The book I'm reading defines the multiplicative inverse of $a\pmod N$ as $x$, such that $ax \equiv 1\pmod N$. It then states not all numbers have a multiplicative inverse, such as $2 \pmod 6$. It states that for a multiplicative inverse to exist, $N$ and $a$ have to be co-prime.
But wouldn't the multiplicative inverse just be the reciprocal? And since every number has a reciprocal, wouldn't every number have a multiplicative inverse?
I.e It states $2 \pmod 6$ does not have a multiplicative inverse. But what about $\frac{1}{2}\pmod 6$? Doesn't this qualify as the multiplicative inverse since $\frac{1}{2}\pmod 6 \times 2\pmod 6 = 1 \pmod 6$?
What am I misunderstanding here?
Best Answer
There are two problems, one each depending on what $\frac{1}{2}$ means.
We can define $\frac{1}{a}$ to be "the [unique] number such that $a\times\frac{1}{a}=1$, if it exists" in whatever system we are working on (that is, "number" here would mean "number modulo $N$"). But then you cannot assume that such a thing as $\frac{1}{2}\pmod{N}$ exists in the first place. You must prove it exists.
Note that they don't always exist: for example, $2$ has no multiplicative inverse in the integers either.

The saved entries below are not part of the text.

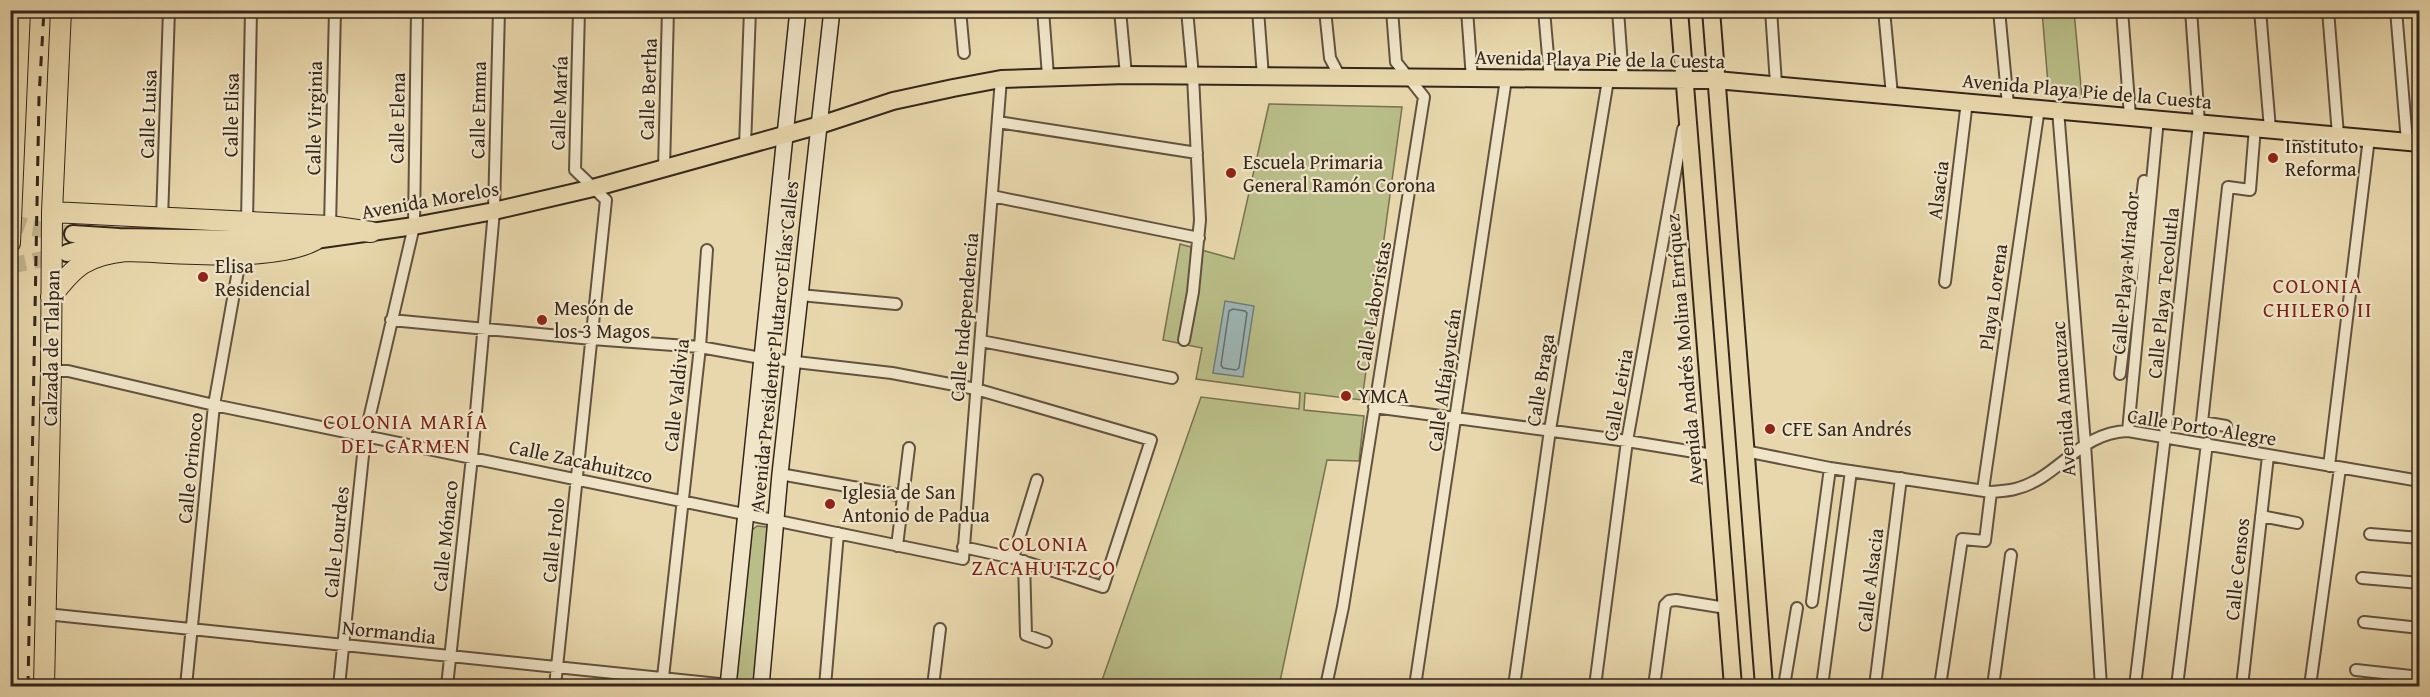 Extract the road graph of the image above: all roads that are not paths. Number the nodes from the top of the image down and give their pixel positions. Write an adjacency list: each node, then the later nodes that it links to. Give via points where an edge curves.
1 (20, 10): 34 (highway)
2 (62, 10): 73 (highway, Calzada de Tlalpan)
3 (169, 10): 74 (street, Calle Luisa)
4 (251, 10): 75 (street, Calle Elisa)
5 (335, 10): 76 (street, Calle Virginia)
6 (417, 10): 77 (street, Calle Elena)
7 (499, 10): 72 (street, Calle Emma)
8 (579, 10): 70 (street, Calle María, via 575,170)
9 (668, 10): 69 (street, Calle Bertha)
10 (750, 10): 66 (street)
11 (798, 10): 62 (main road, Avenida Presidente Plutarco Elías Calles)
12 (832, 10): 60 (main road, Avenida Presidente Plutarco Elías Calles)
13 (960, 10): 33 (street)
14 (1043, 10): 36 (street)
15 (1120, 10): 35 (street)
16 (1187, 10): 37 (street)
17 (1258, 10): 38 (street)
18 (1325, 10): 39 (street, via 1330,58)
19 (1392, 10): 40 (street, Calle Laboristas, via 1396,62)
20 (1467, 10): 42 (street)
21 (1544, 10): 44 (street)
22 (1618, 10): 46 (street, Calle Braga)
23 (1679, 10): 45 (main road, Avenida Andrés Molina Enríquez)
24 (1711, 10): 47 (main road)
25 (1771, 10): 48 (street)
26 (1884, 10): 49 (street)
27 (1999, 10): 51 (street)
28 (2122, 10): 56 (street)
29 (2191, 10): 59 (street, Calle Playa Tecolutla)
30 (2260, 10): 61 (street)
31 (2328, 10): 63 (street)
32 (2396, 10): 65 (street)
33 (964, 53)
34 (14, 58): 55 (highway)
35 (1126, 75): 36 (main road, Avenida Playa Pie de la Cuesta); 37 (main road, Avenida Playa Pie de la Cuesta)
36 (1048, 76): 41 (main road, Avenida Playa Pie de la Cuesta)
37 (1193, 76): 38 (main road, Avenida Playa Pie de la Cuesta); 67 (street)
38 (1263, 77): 39 (main road, Avenida Playa Pie de la Cuesta)
39 (1340, 77): 40 (main road, Avenida Playa Pie de la Cuesta)
40 (1409, 78): 42 (main road, Avenida Playa Pie de la Cuesta); 105 (street, Calle Laboristas, via 1424,97)
41 (1001, 79): 58 (street, Calle Independencia); 60 (main road, Avenida Playa Pie de la Cuesta, via 893,101)
42 (1472, 79): 43 (main road, Avenida Playa Pie de la Cuesta)
43 (1506, 79): 44 (main road, Avenida Playa Pie de la Cuesta); 106 (street, Calle Alfajayucán)
44 (1550, 79): 46 (main road, Avenida Playa Pie de la Cuesta)
45 (1684, 79): 46 (main road, Avenida Playa Pie de la Cuesta); 47 (main road, Avenida Playa Pie de la Cuesta); 54 (main road, Avenida Andrés Molina Enríquez)
46 (1616, 80): 108 (street, Calle Braga)
47 (1716, 80): 48 (main road, Avenida Playa Pie de la Cuesta); 116 (main road)
48 (1776, 84): 49 (main road, Avenida Playa Pie de la Cuesta)
49 (1892, 95): 50 (main road, Avenida Playa Pie de la Cuesta)
50 (1967, 101): 51 (main road, Avenida Playa Pie de la Cuesta); 88 (street, Alsacia)
51 (2008, 105): 52 (main road, Avenida Playa Pie de la Cuesta)
52 (2039, 108): 53 (main road, Avenida Playa Pie de la Cuesta); 128 (street, Playa Lorena)
53 (2058, 110): 56 (main road, Avenida Playa Pie de la Cuesta); 114 (street, Avenida Amacuzac)
54 (1686, 111): 112 (street, Calle Leiria); 117 (main road, Avenida Andrés Molina Enríquez)
55 (13, 115): 68 (highway)
56 (2130, 116): 57 (main road, Avenida Playa Pie de la Cuesta)
57 (2155, 118): 59 (main road, Avenida Playa Pie de la Cuesta); 101 (street); 109 (street, Calle Playa Mirador)
58 (998, 122): 67 (street); 71 (street, Calle Independencia)
59 (2199, 123): 61 (main road, Avenida Playa Pie de la Cuesta); 111 (street, Calle Playa Tecolutla)
60 (820, 124): 62 (main road, Avenida Playa Pie de la Cuesta); 89 (main road, Avenida Presidente Plutarco Elías Calles)
61 (2263, 128): 63 (main road, Avenida Playa Pie de la Cuesta); 107 (street, via 2250,190 2228,187 2202,422)
62 (785, 135): 66 (main road, Avenida Morelos); 98 (main road, Avenida Presidente Plutarco Elías Calles)
63 (2338, 135): 64 (main road, Avenida Playa Pie de la Cuesta)
64 (2369, 138): 65 (main road, Avenida Playa Pie de la Cuesta); 120 (street)
65 (2413, 142)
66 (745, 146): 69 (main road, Avenida Morelos)
67 (1197, 153): 82 (street)
68 (12, 168): 78 (highway)
69 (664, 169): 70 (main road, Avenida Morelos)
70 (593, 188): 72 (main road, Avenida Morelos); 94 (street, Calle Irolo, via 606,200)
71 (992, 196): 82 (street); 96 (street, Calle Independencia)
72 (494, 211): 77 (main road, Avenida Morelos); 93 (street, Calle Mónaco)
73 (52, 212): 74 (highway); 90 (highway, Calzada de Tlalpan)
74 (162, 219): 75 (highway)
75 (247, 221): 76 (highway)
76 (330, 226): 79 (highway)
77 (414, 226): 79 (main road, Avenida Morelos); 92 (street, Calle Lourdes)
78 (11, 231): 84 (highway)
79 (371, 232): 83 (main road, Avenida Morelos)
80 (73, 234): 81 (main road, Avenida Morelos)
81 (119, 237): 83 (main road, Avenida Morelos); 86 (main road)
82 (1199, 238): 95 (street)
83 (315, 240): 87 (highway, via 291,250)
84 (10, 243)
85 (706, 250): 97 (street, Calle Valdivia)
86 (67, 254)
87 (241, 254): 90 (highway, via 108,253 79,265); 104 (street, Calle Orinoco)
88 (1945, 282)
89 (800, 295): 91 (street); 99 (main road, Avenida Presidente Plutarco Elías Calles)
90 (51, 297): 100 (highway, Calzada de Tlalpan)
91 (896, 304)
92 (391, 320): 93 (street); 110 (street, Calle Lourdes)
93 (484, 330): 94 (street); 119 (street, Calle Mónaco)
94 (592, 339): 97 (street); 125 (street, Calle Irolo)
95 (1185, 340)
96 (981, 341): 102 (street); 103 (street, Calle Independencia)
97 (700, 347): 98 (street); 130 (street, Calle Valdivia)
98 (762, 358): 99 (street); 131 (main road, Avenida Presidente Plutarco Elías Calles)
99 (793, 360): 103 (street); 123 (main road, Avenida Presidente Plutarco Elías Calles)
100 (51, 371): 104 (street, Calle Zacahuitzco, via 68,371); 147 (highway, Calzada de Tlalpan)
101 (2120, 374)
102 (1173, 378)
103 (976, 388): 139 (street, Calle Independencia); 141 (street, Calle Zacahuitzco, via 1151,440 1103,587)
104 (214, 405): 110 (street, Calle Zacahuitzco); 150 (street, Calle Orinoco)
105 (1374, 407): 106 (street); 168 (street, Calle Laboristas, via 1343,607)
106 (1456, 419): 108 (street); 169 (street, Calle Alfajayucán)
107 (2226, 426)
108 (1550, 430): 112 (street); 170 (street, Calle Braga)
109 (2128, 431): 111 (street, Calle Porto Alegre); 114 (street, Calle Porto Alegre, via 2098,436)
110 (364, 436): 119 (street, Calle Zacahuitzco); 153 (street, Calle Lourdes)
111 (2166, 436): 113 (street, Calle Porto Alegre); 181 (street, Calle Playa Tecolutla)
112 (1627, 441): 117 (street); 171 (street, Calle Leiria)
113 (2207, 443): 118 (street, Calle Porto Alegre); 182 (street)
114 (2085, 444): 128 (street, Calle Porto Alegre, via 2016,489); 180 (street, Avenida Amacuzac)
115 (909, 448): 129 (street)
116 (1745, 451): 121 (street, Calle Porto Alegre); 174 (main road)
117 (1713, 455): 145 (main road, Avenida Andrés Molina Enríquez)
118 (2268, 456): 120 (street, Calle Porto Alegre); 132 (street, Calle Censos)
119 (472, 457): 125 (street, Calle Zacahuitzco); 154 (street, Calle Mónaco)
120 (2335, 467): 127 (street, Calle Porto Alegre); 184 (street)
121 (1830, 468): 122 (street, Calle Porto Alegre); 144 (street)
122 (1851, 471): 124 (street, Calle Porto Alegre); 176 (street)
123 (780, 474): 129 (street); 133 (main road, Avenida Presidente Plutarco Elías Calles)
124 (1901, 478): 128 (street, Calle Porto Alegre); 177 (street, Calle Alsacia)
125 (577, 479): 130 (street, Calle Zacahuitzco); 155 (street, Calle Irolo)
126 (1037, 480): 141 (street)
127 (2420, 481)
128 (1987, 491): 178 (street, Playa Lorena, via 1985,542 1962,539)
129 (903, 496): 138 (street)
130 (684, 501): 131 (street, Calle Zacahuitzco); 158 (street, Calle Valdivia)
131 (746, 514): 133 (street, Calle Zacahuitzco); 159 (main road, Avenida Presidente Plutarco Elías Calles)
132 (2261, 516): 134 (street); 183 (street, Calle Censos)
133 (777, 521): 135 (street, Calle Zacahuitzco); 165 (main road, Avenida Presidente Plutarco Elías Calles)
134 (2297, 523)
135 (838, 533): 138 (street, Calle Zacahuitzco); 166 (street)
136 (2370, 534): 137 (street)
137 (2420, 538)
138 (897, 546): 139 (street, Calle Zacahuitzco)
139 (963, 553): 141 (street, Calle Zacahuitzco)
140 (2011, 555): 179 (street)
141 (1019, 560): 152 (street, via 1026,635)
142 (2362, 578): 143 (street)
143 (2420, 584)
144 (1812, 602)
145 (1726, 608): 172 (street, via 1676,600 1665,605); 173 (main road, Avenida Andrés Molina Enríquez)
146 (1797, 608): 175 (street)
147 (46, 614): 150 (street, Normandia); 160 (highway, Calzada de Tlalpan)
148 (2364, 622): 149 (street)
149 (2420, 628)
150 (192, 629): 153 (street, Normandia); 161 (street, Calle Orinoco)
151 (940, 629): 167 (street)
152 (1046, 642)
153 (344, 645): 154 (street, Normandia); 162 (street, Calle Lourdes)
154 (450, 656): 155 (street, Normandia); 163 (street, Calle Mónaco)
155 (558, 667): 158 (street, Normandia); 164 (street, Calle Irolo)
156 (2356, 670): 157 (street)
157 (2420, 677)
158 (663, 683): 159 (street, Normandia)
159 (729, 686)
160 (44, 687)
161 (186, 687)
162 (339, 687)
163 (447, 687)
164 (555, 687)
165 (761, 687)
166 (825, 687)
167 (933, 687)
168 (1326, 687)
169 (1415, 687)
170 (1514, 687)
171 (1595, 687)
172 (1654, 687)
173 (1733, 687)
174 (1764, 687)
175 (1784, 687)
176 (1822, 687)
177 (1875, 687)
178 (1940, 687)
179 (1993, 687)
180 (2101, 687)
181 (2135, 687)
182 (2177, 687)
183 (2242, 687)
184 (2310, 687) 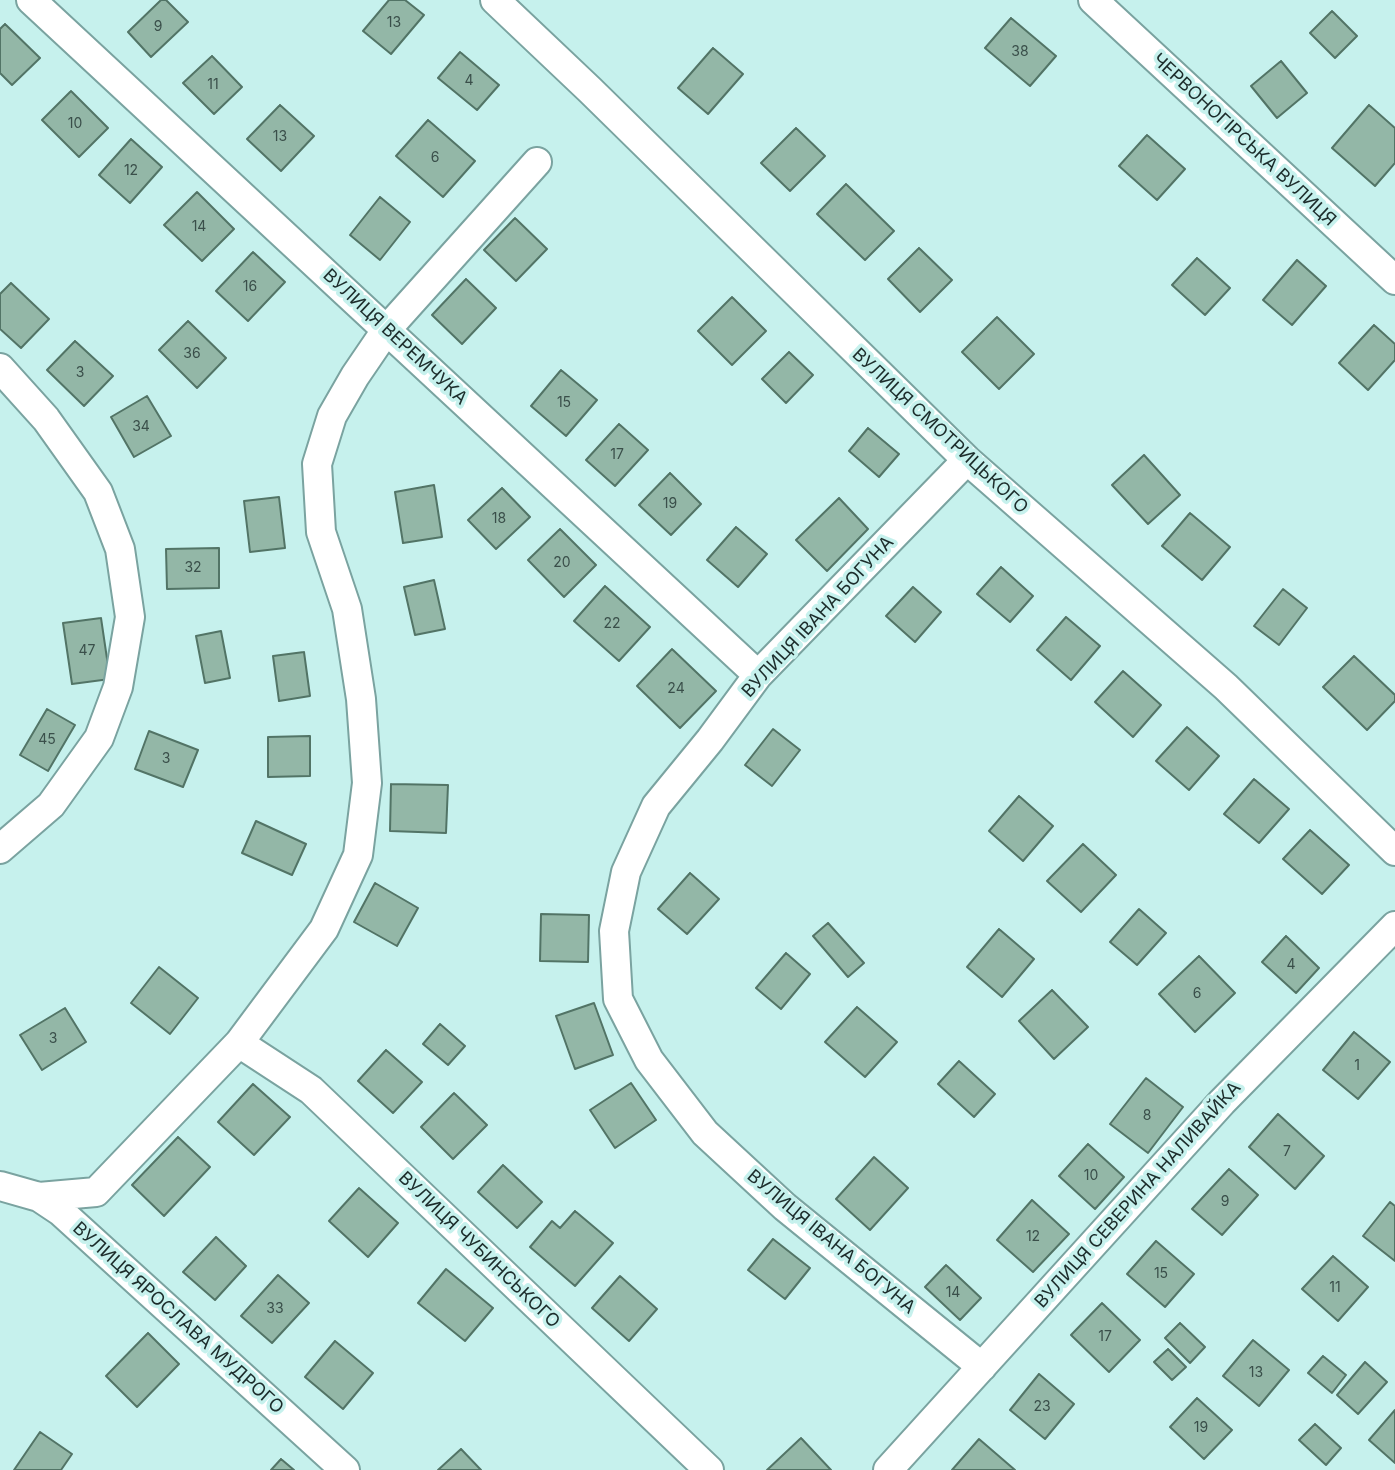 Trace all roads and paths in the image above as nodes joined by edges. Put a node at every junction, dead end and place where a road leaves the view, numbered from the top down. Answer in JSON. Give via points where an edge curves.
{"nodes":[{"id":1,"x":31,"y":0,"type":"edge"},
{"id":2,"x":495,"y":0,"type":"edge"},
{"id":3,"x":1093,"y":0,"type":"edge"},
{"id":4,"x":537,"y":162,"type":"dead end"},
{"id":5,"x":1395,"y":280,"type":"edge"},
{"id":6,"x":387,"y":330,"type":"junction"},
{"id":7,"x":0,"y":368,"type":"edge"},
{"id":8,"x":967,"y":460,"type":"junction"},
{"id":9,"x":758,"y":676,"type":"junction"},
{"id":10,"x":0,"y":849,"type":"edge"},
{"id":11,"x":1395,"y":851,"type":"edge"},
{"id":12,"x":1395,"y":926,"type":"edge"},
{"id":13,"x":239,"y":1043,"type":"junction"},
{"id":14,"x":0,"y":1186,"type":"edge"},
{"id":15,"x":39,"y":1197,"type":"junction"},
{"id":16,"x":982,"y":1367,"type":"junction"},
{"id":17,"x":345,"y":1470,"type":"edge"},
{"id":18,"x":709,"y":1470,"type":"edge"},
{"id":19,"x":888,"y":1470,"type":"edge"}],
"edges":[{"from":1,"to":6,"type":"street","name":"ВУЛИЦЯ ВЕРЕМЧУКА"},
{"from":2,"to":8,"type":"street","name":"ВУЛИЦЯ СМОТРИЦЬКОГО"},
{"from":3,"to":5,"type":"street","name":"ЧЕРВОНОГІРСЬКА ВУЛИЦЯ"},
{"from":4,"to":6,"type":"street"},
{"from":6,"to":9,"type":"street","name":"ВУЛИЦЯ ВЕРЕМЧУКА"},
{"from":6,"to":13,"type":"street","via":[[332,416],[317,464],[321,532],[346,609],[361,699],[367,783],[358,855],[324,929]]},
{"from":7,"to":10,"type":"street","via":[[46,419],[98,492],[120,549],[130,617],[118,687],[99,738],[51,805]]},
{"from":8,"to":9,"type":"street","name":"ВУЛИЦЯ ІВАНА БОГУНА"},
{"from":8,"to":11,"type":"street","name":"ВУЛИЦЯ СМОТРИЦЬКОГО","via":[[1226,687]]},
{"from":9,"to":16,"type":"street","name":"ВУЛИЦЯ ІВАНА БОГУНА","via":[[656,806],[626,872],[614,931],[618,999],[649,1060],[705,1133],[785,1207]]},
{"from":12,"to":16,"type":"street","name":"ВУЛИЦЯ СЕВЕРИНА НАЛИВАЙКА","via":[[1222,1102]]},
{"from":13,"to":15,"type":"street","via":[[96,1192]]},
{"from":13,"to":18,"type":"street","name":"ВУЛИЦЯ ЧУБИНСЬКОГО","via":[[311,1090]]},
{"from":14,"to":15,"type":"street","name":"ВУЛИЦЯ ЯРОСЛАВА МУДРОГО"},
{"from":15,"to":17,"type":"street","name":"ВУЛИЦЯ ЯРОСЛАВА МУДРОГО","via":[[60,1211]]},
{"from":16,"to":19,"type":"street","name":"ВУЛИЦЯ СЕВЕРИНА НАЛИВАЙКА"}]}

In this situation, it is true that $\frac{1}{2}\pmod{6}$ is a multiplicative inverse of $2\pmod{6}$, if it exists. But in fact, no such thing exists. Just like an even prime number greater than $2$ would be congruent to $0$ modulo $2$ if it existed, but no such thing exists.
If by $\frac{1}{2}$ you mean the rational number $\frac{1}{2}$, then $\frac{1}{2}\pmod{6}$ makes no sense in the integers modulo $6$: we only allow integers! That is, when we write things like $a\pmod{N}$, we are implicitly asserting that $a$ is an integer. We cannot do that with $\frac{1}{2}$.
To see that there cannot exist an integer $x$ such that $2x\equiv 1\pmod{6}$, note that $2x-1$ is always odd, so it is never a multiple of $6$; hence, $2x$ can never be congruent to $1$ modulo $6$, no matter what integer $x$ is.